◆ Assignment
Retype the following data exactly, but leave its pictures out.

◆ Data records
'''
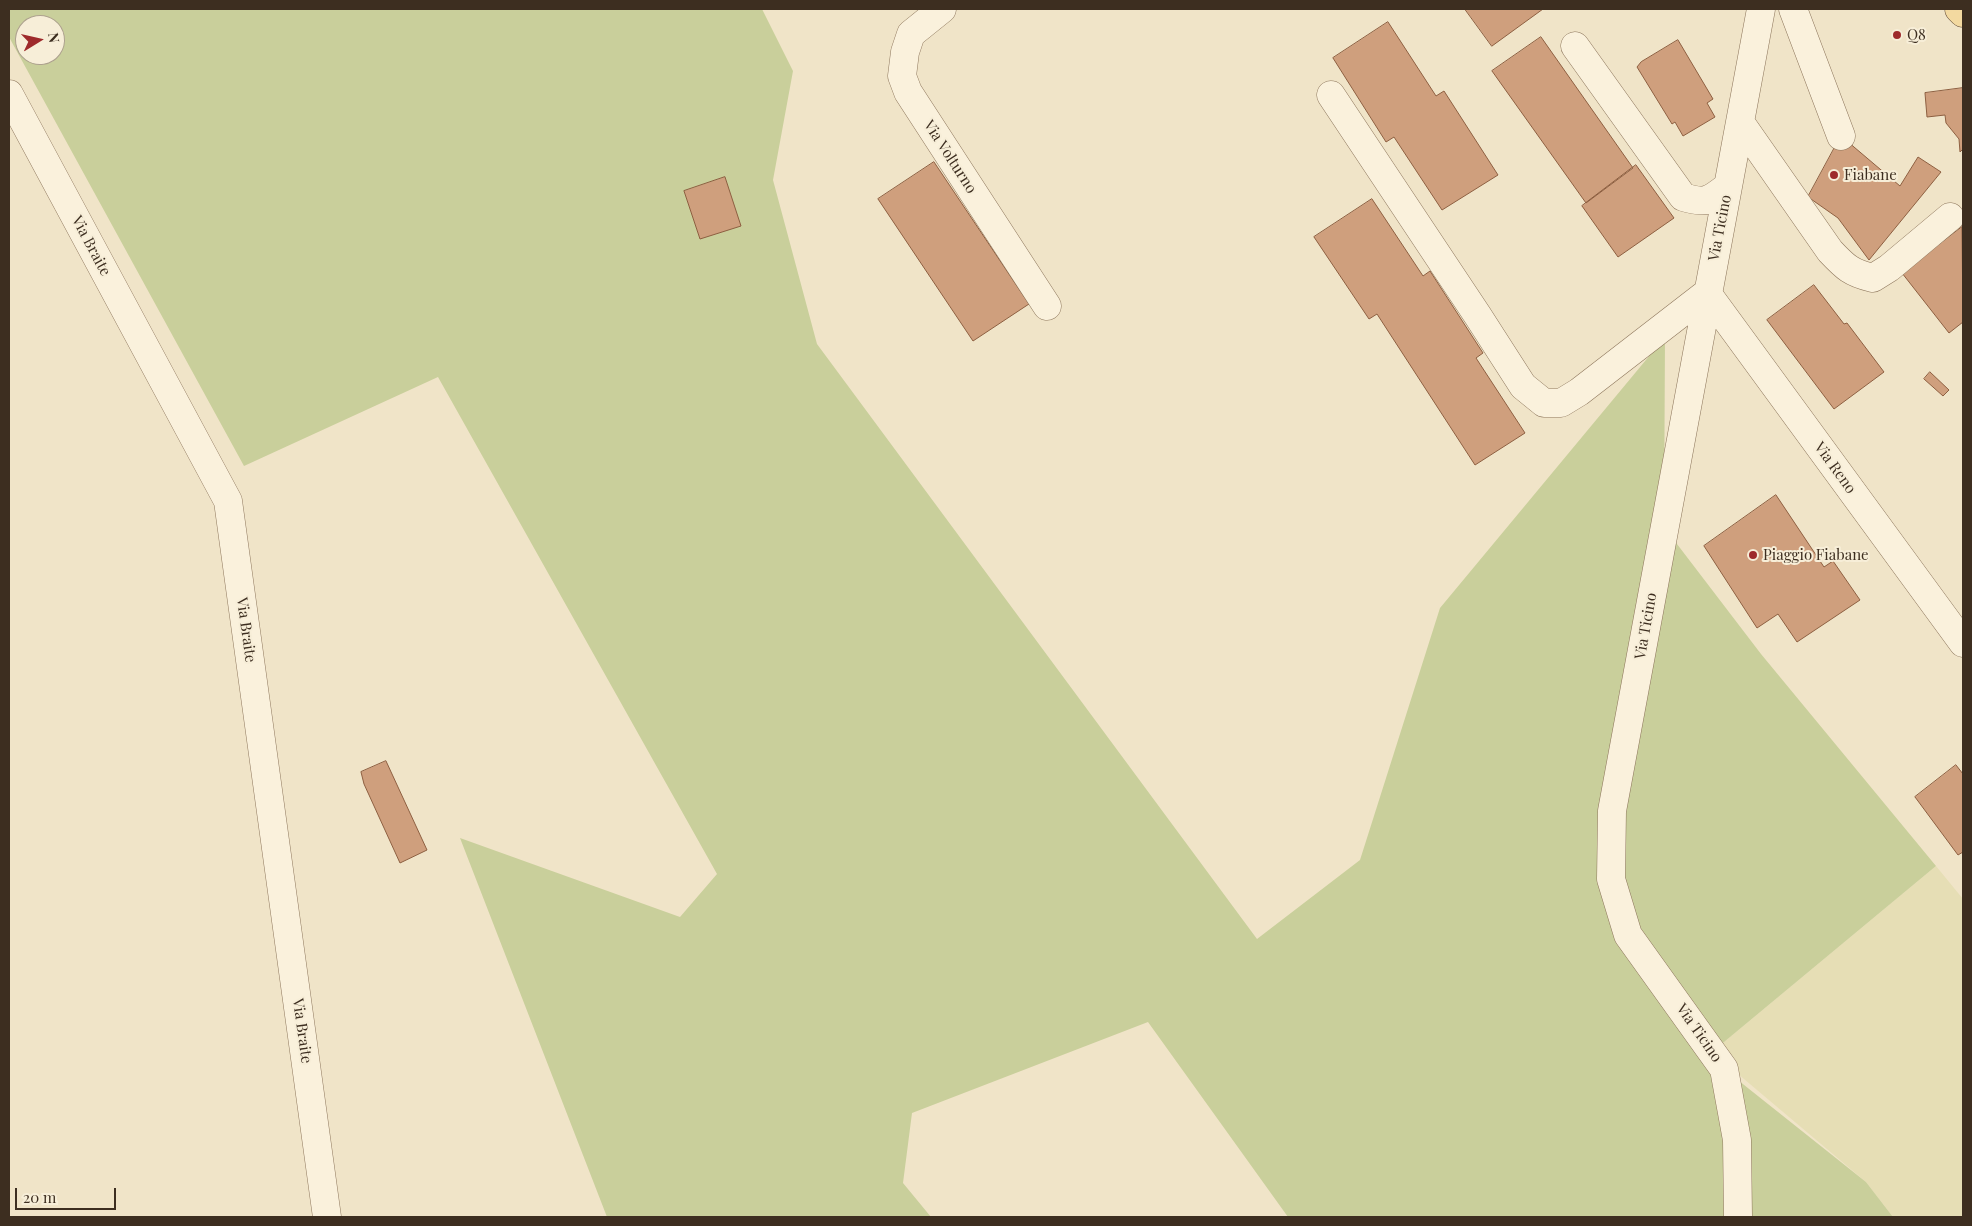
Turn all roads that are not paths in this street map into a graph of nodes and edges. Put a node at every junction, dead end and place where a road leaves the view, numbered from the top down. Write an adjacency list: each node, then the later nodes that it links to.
1 (942, 9): 14 (street, Via Volturno)
2 (1761, 9): 9 (street, Via Ticino)
3 (1793, 9): 10 (street)
4 (1959, 9): 5 (main road)
5 (1963, 13)
6 (1575, 46): 11 (street)
7 (9, 94): 16 (street, Via Braite)
8 (1331, 95): 13 (street)
9 (1740, 122): 11 (street, Via Ticino); 12 (street)
10 (1841, 136)
11 (1728, 186): 13 (street, Via Ticino)
12 (1950, 217)
13 (1707, 293): 15 (street, Via Reno); 17 (street, Via Ticino)
14 (1047, 306)
15 (1963, 643)
16 (327, 1217)
17 (1738, 1217)

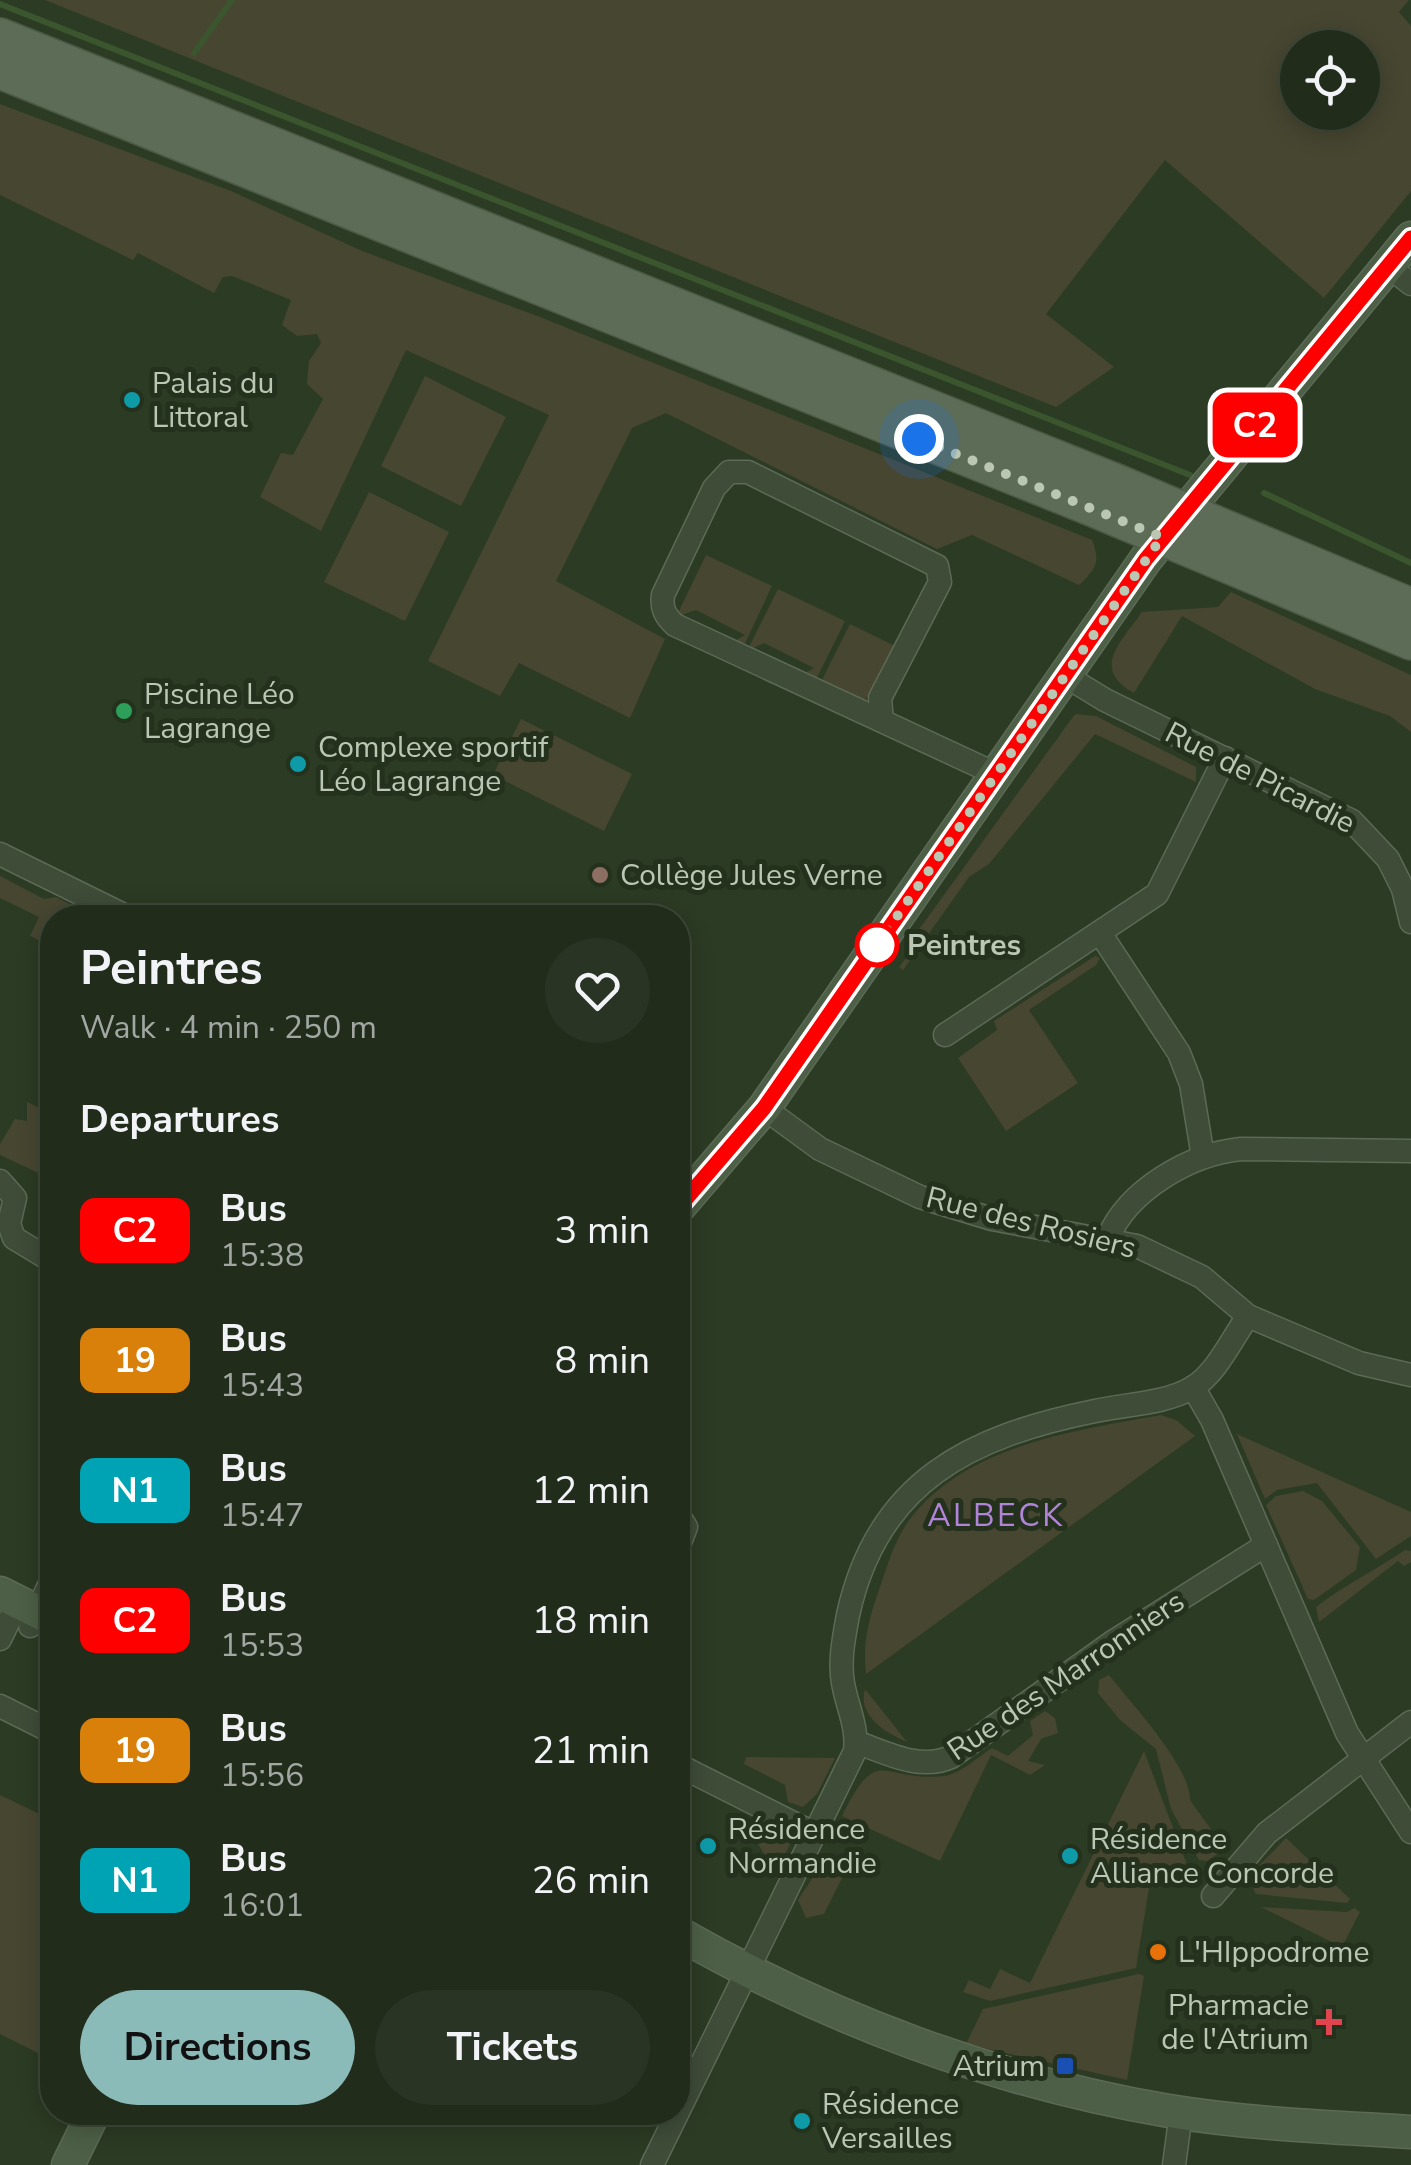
'''
◆ Response for this exercise
Turn all roads that are not paths in this street map into a graph of nodes and edges. Put a node at every junction, dead end and place where a road leaves the view, numbered from the top down. Write an adjacency list: each node, then the later nodes that it links to.
1 (942, 9): 14 (street, Via Volturno)
2 (1761, 9): 9 (street, Via Ticino)
3 (1793, 9): 10 (street)
4 (1959, 9): 5 (main road)
5 (1963, 13)
6 (1575, 46): 11 (street)
7 (9, 94): 16 (street, Via Braite)
8 (1331, 95): 13 (street)
9 (1740, 122): 11 (street, Via Ticino); 12 (street)
10 (1841, 136)
11 (1728, 186): 13 (street, Via Ticino)
12 (1950, 217)
13 (1707, 293): 15 (street, Via Reno); 17 (street, Via Ticino)
14 (1047, 306)
15 (1963, 643)
16 (327, 1217)
17 (1738, 1217)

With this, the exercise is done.